Featured filmmakers including Luke Fowler, Onyeka Igwe, Hope Strickland and Alia Syed will lead masterclasses and workshops at the Festival Hub. The festival’s Talks programme has been devised in collaboration with organisations including LUX, not/nowhere, the Bartlett School of Architecture and the Slade School of Fine Arts, which celebrates its 150th anniversary in 2021/2022. The Return to the City will reflect upon the extremis of London in lockdown and imagine new possibilities of how we might choose to reinhabit the city space. The launch of a special issue of MIRAJ (Moving Image Review & Art Journal) on Artists’ Moving Image, Isolation and Covid-19 will engage with the current crisis, providing testimonies to the experience of the past year and imagining new strategies in a post pandemic world.

The Critics Workshop developed with the Another Gaze editorial team will introduce the ethics and methodologies of feminist film criticism for 12 selected participants. Convened by Erika Balsom and Elena Gorfinkel, a day-long event On Film Writing: Forms and Histories will focus on the practice of writing about cinema, particularly as it takes shape on the margins of mainstream film criticism and academic publishing.

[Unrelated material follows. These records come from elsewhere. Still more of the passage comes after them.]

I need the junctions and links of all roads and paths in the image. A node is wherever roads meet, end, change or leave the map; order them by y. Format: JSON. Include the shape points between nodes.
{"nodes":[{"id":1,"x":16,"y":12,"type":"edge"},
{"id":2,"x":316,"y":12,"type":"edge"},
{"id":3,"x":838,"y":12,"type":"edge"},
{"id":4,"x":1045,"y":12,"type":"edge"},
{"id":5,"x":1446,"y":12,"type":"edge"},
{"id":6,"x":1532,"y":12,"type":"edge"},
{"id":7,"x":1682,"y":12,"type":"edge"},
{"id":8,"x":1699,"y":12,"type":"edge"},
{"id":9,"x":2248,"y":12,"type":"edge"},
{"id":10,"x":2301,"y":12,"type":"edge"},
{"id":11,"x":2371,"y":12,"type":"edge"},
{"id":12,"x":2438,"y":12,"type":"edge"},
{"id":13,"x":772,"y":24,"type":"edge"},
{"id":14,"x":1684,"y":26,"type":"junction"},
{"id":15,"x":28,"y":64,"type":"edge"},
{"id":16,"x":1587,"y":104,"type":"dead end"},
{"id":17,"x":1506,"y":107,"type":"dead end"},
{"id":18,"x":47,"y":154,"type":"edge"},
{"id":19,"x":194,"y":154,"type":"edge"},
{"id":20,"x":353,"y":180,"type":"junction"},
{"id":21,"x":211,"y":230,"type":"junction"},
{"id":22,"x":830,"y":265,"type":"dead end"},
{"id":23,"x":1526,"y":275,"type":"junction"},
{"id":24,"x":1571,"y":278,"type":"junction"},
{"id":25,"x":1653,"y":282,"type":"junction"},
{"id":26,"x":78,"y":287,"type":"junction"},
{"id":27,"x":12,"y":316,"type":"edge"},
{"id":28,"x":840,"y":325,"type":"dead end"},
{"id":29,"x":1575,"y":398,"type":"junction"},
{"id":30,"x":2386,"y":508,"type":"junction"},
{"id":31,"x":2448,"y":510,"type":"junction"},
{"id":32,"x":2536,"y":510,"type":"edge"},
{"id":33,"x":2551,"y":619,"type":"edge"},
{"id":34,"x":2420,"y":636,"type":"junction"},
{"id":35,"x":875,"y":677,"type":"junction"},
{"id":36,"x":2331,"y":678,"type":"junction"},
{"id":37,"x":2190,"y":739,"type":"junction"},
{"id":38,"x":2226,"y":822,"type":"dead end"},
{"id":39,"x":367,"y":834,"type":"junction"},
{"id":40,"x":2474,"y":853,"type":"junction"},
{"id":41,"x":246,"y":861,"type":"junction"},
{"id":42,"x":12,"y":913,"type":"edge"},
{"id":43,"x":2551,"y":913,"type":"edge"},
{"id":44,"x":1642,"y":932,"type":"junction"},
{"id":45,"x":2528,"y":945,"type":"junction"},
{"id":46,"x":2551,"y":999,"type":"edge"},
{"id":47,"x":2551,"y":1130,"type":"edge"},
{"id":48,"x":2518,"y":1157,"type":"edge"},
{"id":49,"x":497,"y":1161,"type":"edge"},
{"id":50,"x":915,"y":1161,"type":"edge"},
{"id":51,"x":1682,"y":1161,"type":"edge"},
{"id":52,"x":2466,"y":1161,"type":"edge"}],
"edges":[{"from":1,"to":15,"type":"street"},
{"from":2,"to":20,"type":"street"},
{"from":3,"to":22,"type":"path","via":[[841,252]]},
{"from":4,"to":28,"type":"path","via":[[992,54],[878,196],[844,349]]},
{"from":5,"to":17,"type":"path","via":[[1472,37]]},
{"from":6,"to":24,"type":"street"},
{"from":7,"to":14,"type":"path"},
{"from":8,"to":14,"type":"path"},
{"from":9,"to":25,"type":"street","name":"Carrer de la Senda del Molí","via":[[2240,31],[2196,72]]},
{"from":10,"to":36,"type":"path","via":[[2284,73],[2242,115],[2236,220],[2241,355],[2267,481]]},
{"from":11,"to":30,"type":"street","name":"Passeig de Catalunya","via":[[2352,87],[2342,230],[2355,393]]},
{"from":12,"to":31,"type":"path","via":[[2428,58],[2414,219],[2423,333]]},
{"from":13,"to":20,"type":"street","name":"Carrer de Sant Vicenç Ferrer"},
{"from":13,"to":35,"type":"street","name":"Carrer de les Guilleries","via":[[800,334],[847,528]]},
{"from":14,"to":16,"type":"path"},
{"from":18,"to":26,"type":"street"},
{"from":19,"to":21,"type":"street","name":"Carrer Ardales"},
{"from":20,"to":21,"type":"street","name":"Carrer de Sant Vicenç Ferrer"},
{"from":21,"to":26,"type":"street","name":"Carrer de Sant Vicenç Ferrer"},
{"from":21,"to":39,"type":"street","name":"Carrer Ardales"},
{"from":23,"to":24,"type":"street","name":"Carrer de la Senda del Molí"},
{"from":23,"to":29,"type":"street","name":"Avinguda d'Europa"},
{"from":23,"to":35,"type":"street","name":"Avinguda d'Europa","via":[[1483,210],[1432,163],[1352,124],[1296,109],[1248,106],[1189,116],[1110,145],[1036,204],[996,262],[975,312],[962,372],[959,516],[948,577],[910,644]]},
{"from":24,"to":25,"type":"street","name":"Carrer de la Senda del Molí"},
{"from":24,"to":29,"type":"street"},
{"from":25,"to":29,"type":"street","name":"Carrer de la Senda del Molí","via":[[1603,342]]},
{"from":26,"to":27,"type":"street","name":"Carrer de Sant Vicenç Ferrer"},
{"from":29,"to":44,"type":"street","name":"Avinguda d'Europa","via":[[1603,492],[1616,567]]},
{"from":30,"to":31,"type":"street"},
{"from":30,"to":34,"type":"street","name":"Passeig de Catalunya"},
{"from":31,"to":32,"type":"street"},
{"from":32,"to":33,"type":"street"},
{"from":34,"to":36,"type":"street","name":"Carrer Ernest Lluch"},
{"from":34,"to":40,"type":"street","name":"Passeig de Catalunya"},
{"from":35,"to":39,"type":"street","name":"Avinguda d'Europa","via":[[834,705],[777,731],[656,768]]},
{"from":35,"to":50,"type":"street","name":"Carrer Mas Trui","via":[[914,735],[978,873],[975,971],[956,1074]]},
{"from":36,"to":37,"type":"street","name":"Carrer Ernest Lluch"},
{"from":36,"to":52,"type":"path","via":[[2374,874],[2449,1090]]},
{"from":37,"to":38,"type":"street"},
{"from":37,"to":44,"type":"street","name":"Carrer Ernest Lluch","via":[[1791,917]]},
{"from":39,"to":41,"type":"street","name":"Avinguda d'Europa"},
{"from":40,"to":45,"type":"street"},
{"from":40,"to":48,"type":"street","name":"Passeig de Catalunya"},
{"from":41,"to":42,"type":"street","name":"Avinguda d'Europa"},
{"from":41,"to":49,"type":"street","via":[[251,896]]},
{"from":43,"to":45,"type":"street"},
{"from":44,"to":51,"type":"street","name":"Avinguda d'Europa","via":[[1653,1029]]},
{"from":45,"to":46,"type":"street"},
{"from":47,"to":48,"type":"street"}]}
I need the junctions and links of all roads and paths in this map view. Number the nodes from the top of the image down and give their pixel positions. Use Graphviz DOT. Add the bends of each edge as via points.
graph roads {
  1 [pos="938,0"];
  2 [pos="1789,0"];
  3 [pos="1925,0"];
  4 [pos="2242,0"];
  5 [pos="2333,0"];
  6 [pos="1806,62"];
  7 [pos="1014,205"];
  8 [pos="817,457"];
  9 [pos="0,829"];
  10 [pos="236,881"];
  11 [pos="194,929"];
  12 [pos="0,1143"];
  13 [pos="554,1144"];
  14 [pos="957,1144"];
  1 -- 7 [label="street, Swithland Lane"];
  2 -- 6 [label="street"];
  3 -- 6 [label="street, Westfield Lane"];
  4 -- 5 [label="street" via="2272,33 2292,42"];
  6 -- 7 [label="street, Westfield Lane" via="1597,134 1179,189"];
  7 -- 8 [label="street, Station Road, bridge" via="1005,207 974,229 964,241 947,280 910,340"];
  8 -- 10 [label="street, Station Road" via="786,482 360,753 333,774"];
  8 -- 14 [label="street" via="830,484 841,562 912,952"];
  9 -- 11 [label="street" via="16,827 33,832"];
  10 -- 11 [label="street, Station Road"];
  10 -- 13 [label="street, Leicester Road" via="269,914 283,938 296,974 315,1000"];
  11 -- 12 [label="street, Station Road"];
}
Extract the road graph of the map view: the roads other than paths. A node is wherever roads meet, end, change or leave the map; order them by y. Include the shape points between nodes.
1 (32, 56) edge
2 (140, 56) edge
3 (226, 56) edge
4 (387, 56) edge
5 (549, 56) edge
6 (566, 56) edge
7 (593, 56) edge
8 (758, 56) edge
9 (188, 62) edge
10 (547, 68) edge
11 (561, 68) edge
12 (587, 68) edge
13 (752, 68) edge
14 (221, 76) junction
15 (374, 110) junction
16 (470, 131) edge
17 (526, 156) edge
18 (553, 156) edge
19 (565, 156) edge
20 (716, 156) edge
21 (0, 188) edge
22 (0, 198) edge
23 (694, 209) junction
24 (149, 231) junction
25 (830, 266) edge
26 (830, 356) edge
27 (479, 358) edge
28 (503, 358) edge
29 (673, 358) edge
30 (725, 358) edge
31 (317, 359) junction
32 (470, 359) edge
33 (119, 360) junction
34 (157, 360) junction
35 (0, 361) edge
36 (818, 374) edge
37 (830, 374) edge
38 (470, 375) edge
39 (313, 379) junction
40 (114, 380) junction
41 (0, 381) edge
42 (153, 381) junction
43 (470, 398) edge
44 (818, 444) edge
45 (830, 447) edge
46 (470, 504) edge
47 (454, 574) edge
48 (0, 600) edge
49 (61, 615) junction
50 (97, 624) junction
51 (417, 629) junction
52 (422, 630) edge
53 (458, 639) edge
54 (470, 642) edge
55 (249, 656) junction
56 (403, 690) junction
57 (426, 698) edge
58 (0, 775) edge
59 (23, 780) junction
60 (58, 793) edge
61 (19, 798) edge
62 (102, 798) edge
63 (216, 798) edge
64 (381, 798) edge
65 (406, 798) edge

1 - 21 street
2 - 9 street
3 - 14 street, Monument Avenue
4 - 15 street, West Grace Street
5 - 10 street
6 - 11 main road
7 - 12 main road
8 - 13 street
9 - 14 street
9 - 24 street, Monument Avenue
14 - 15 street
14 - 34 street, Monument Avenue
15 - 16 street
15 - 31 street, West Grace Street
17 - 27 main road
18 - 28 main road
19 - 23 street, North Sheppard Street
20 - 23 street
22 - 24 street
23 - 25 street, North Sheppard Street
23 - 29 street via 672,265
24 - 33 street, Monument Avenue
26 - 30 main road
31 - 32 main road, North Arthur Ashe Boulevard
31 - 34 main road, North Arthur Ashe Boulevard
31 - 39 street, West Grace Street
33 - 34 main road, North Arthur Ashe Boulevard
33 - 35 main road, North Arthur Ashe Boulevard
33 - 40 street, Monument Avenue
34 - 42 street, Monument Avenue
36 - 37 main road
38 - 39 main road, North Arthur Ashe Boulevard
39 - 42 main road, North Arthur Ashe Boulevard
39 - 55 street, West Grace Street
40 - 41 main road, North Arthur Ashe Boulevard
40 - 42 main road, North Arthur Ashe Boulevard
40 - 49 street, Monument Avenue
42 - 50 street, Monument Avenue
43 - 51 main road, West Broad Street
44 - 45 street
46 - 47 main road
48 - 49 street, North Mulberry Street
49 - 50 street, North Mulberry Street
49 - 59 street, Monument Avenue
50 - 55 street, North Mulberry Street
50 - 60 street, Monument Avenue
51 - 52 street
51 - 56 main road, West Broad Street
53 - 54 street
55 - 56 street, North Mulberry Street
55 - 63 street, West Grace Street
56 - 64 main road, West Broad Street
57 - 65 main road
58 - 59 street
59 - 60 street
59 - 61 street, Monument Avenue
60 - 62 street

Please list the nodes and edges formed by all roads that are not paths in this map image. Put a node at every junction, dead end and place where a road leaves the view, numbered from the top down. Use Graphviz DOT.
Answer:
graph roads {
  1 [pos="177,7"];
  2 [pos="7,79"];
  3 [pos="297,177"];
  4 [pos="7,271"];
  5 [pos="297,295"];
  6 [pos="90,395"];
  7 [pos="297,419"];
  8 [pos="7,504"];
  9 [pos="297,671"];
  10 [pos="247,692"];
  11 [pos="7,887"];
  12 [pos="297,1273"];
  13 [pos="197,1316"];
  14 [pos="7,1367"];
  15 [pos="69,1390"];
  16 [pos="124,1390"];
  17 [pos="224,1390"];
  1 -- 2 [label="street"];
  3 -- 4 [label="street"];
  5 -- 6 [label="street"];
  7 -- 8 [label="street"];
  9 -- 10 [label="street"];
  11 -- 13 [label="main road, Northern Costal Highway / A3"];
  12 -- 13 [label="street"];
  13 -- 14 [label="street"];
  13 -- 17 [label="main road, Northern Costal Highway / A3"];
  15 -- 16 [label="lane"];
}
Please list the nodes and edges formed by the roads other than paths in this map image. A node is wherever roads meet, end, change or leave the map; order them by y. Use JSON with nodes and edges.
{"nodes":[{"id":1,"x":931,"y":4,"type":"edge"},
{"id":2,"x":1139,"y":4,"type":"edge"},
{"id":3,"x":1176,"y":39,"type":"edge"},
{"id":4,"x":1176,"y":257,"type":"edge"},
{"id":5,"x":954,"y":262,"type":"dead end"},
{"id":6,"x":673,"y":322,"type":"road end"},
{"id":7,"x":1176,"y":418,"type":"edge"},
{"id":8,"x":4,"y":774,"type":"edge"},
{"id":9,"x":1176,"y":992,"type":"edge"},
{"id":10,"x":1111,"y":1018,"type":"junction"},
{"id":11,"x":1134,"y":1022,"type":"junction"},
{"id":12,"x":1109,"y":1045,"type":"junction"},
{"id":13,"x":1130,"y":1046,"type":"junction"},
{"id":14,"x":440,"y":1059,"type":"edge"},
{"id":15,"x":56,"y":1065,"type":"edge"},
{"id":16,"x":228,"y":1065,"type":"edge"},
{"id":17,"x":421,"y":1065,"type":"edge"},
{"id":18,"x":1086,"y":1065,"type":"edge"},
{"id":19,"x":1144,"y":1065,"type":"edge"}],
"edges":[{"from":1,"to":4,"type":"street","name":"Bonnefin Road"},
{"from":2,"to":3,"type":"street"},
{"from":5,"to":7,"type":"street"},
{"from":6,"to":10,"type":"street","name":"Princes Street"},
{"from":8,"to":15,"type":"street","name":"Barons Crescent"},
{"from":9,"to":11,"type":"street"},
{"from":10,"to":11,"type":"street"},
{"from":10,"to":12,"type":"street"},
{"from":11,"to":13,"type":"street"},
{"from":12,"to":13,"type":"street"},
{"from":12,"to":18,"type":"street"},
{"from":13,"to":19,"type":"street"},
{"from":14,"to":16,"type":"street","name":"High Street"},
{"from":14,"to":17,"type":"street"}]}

Organising a Film Tour workshop, led by filmmakers Lucy Parker & Ed Webb-Ingall, will consider the practicalities and possibilities of self-organising independent film tours of community spaces, meeting halls and cinemas. More than a circle of chairs: A collaborative video workshop (with Ed Webb-Ingall and Jasmine Johnson) is a practical workshop that will experiment with different techniques and methods to record a variety of group formations. Project Bootcamp (for those that don’t have time) organised in partnership with LUX is a single afternoon accelerated workshop for filmmakers and artists working with film. Artist workers’ co-operative not/nowhere will offer one-to-one writing surgeries.


About Open City Documentary Festival

Open City Documentary Festival creates an open space in London to nurture and champion the art of non-fiction cinema. Based at the UCL Centre for Public Anthropology, the organisation delivers training programmes, an annual documentary festival, the bi-annual Non-Fiction journal and events throughout the year that aim to challenge and expand the idea of documentary in all its forms.

The festival takes place in venues across London between 8th – 14th September 2021 and online 13th - 23th September 2021, and consists of international contemporary and retrospective non-fiction film, audio and cross media, as well as filmmaker Q&As, panels, and workshops.